======== RAW DATA

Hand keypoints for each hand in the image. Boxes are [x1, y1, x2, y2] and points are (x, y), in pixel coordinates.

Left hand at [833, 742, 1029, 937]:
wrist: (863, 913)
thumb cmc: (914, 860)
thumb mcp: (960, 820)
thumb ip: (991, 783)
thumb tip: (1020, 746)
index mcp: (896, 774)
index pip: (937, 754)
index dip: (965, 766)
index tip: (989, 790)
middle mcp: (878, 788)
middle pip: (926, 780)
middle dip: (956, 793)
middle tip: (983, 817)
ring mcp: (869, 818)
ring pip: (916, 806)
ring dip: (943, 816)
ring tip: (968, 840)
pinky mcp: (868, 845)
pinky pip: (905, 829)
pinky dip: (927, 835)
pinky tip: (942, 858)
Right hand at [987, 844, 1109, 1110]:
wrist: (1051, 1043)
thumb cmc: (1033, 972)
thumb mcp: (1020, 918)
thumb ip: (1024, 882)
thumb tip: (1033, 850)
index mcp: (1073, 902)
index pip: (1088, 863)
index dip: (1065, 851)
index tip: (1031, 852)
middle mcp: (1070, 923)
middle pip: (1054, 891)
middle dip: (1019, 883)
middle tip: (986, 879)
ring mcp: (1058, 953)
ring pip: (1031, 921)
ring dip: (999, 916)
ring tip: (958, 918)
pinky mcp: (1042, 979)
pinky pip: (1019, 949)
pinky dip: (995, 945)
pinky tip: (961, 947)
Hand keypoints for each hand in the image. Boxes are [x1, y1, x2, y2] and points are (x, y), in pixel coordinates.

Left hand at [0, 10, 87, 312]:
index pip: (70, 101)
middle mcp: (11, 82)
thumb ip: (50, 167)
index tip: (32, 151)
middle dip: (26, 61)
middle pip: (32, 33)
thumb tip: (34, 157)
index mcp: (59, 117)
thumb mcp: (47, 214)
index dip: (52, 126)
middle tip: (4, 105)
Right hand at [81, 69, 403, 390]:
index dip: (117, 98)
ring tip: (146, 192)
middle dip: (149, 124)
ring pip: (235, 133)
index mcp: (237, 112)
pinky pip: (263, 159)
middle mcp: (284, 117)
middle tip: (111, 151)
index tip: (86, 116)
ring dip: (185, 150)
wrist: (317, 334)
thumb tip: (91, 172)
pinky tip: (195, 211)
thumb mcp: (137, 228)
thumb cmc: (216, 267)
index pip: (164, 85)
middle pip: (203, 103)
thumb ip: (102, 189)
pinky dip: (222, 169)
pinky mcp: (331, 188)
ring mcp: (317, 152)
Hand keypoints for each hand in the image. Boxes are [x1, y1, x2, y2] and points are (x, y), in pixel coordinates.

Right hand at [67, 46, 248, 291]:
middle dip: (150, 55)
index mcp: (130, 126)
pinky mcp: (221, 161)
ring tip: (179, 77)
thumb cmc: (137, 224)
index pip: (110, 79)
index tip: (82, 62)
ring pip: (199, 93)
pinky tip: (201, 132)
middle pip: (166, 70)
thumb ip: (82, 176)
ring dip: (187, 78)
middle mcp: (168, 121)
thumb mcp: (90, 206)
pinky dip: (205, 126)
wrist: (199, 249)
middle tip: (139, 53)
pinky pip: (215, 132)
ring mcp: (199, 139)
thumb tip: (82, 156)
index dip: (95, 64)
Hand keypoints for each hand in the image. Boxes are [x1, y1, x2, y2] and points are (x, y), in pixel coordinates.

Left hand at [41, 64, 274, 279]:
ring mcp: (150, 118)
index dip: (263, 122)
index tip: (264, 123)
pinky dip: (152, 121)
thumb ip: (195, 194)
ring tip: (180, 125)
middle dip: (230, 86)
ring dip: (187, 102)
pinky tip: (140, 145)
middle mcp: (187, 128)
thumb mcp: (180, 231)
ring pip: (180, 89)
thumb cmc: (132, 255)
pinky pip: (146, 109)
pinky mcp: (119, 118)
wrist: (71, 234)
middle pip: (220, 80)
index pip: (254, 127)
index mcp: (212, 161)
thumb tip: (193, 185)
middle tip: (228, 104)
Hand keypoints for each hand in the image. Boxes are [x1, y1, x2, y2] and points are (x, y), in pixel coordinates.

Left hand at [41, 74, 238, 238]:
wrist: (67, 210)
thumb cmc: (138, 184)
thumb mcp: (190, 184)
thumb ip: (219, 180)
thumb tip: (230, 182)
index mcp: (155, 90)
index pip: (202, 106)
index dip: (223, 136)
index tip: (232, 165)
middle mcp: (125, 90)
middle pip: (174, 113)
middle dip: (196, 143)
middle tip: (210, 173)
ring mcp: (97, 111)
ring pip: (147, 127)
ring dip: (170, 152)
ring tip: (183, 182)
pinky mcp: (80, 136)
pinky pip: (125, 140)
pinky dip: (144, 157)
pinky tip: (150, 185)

================

#### ASSIGNED TASK
Up to and including the line with "ring mcp: (317, 152)", output each line of the entries above exactly, starting from the first.

#### TASK RESULT
Hand keypoints for each hand in the image. Boxes are [x1, y1, x2, y2] and points are (x, y), in pixel coordinates.

Left hand at [833, 742, 1029, 937]:
wrist: (863, 913)
thumb cmc: (914, 860)
thumb mcp: (960, 820)
thumb ip: (991, 783)
thumb tip: (1020, 746)
index mcp: (896, 774)
index pip: (937, 754)
index dip: (965, 766)
index tip: (989, 790)
middle mcp: (878, 788)
middle pip: (926, 780)
middle dip: (956, 793)
middle tip: (983, 817)
ring mcp: (869, 818)
ring pip: (916, 806)
ring dip: (943, 816)
ring tip: (968, 840)
pinky mcp: (868, 845)
pinky pip: (905, 829)
pinky dip: (927, 835)
pinky tip: (942, 858)
Right hand at [987, 844, 1109, 1110]:
wrist: (1051, 1043)
thumb cmc: (1033, 972)
thumb mcp: (1020, 918)
thumb ip: (1024, 882)
thumb tip: (1033, 850)
index mcp: (1073, 902)
index pip: (1088, 863)
index dip: (1065, 851)
index tip: (1031, 852)
middle mcp: (1070, 923)
middle pip: (1054, 891)
middle dip: (1019, 883)
middle tip: (986, 879)
ring mcp: (1058, 953)
ring pip: (1031, 921)
ring dip: (999, 916)
ring tip: (958, 918)
pinky mcp: (1042, 979)
pinky pip: (1019, 949)
pinky dip: (995, 945)
pinky tip: (961, 947)
Hand keypoints for each hand in the image. Boxes are [x1, y1, x2, y2] and points are (x, y), in pixel coordinates.

Left hand at [0, 10, 87, 312]:
index pip: (70, 101)
middle mcp: (11, 82)
thumb ip: (50, 167)
index tip: (32, 151)
middle dip: (26, 61)
middle pip: (32, 33)
thumb tip: (34, 157)
index mcp: (59, 117)
thumb mcp: (47, 214)
index dip: (52, 126)
middle tip: (4, 105)
Right hand at [81, 69, 403, 390]:
index dip: (117, 98)
ring tip: (146, 192)
middle dip: (149, 124)
ring pip: (235, 133)
index mcp: (237, 112)
pinky pip: (263, 159)
middle mcp: (284, 117)
middle tip: (111, 151)
index tip: (86, 116)
ring dip: (185, 150)
wrist: (317, 334)
thumb tip: (91, 172)
pinky tip: (195, 211)
thumb mcp: (137, 228)
thumb cmc: (216, 267)
index pip: (164, 85)
middle pip: (203, 103)
thumb ip: (102, 189)
pinky dip: (222, 169)
pinky mcp: (331, 188)
ring mcp: (317, 152)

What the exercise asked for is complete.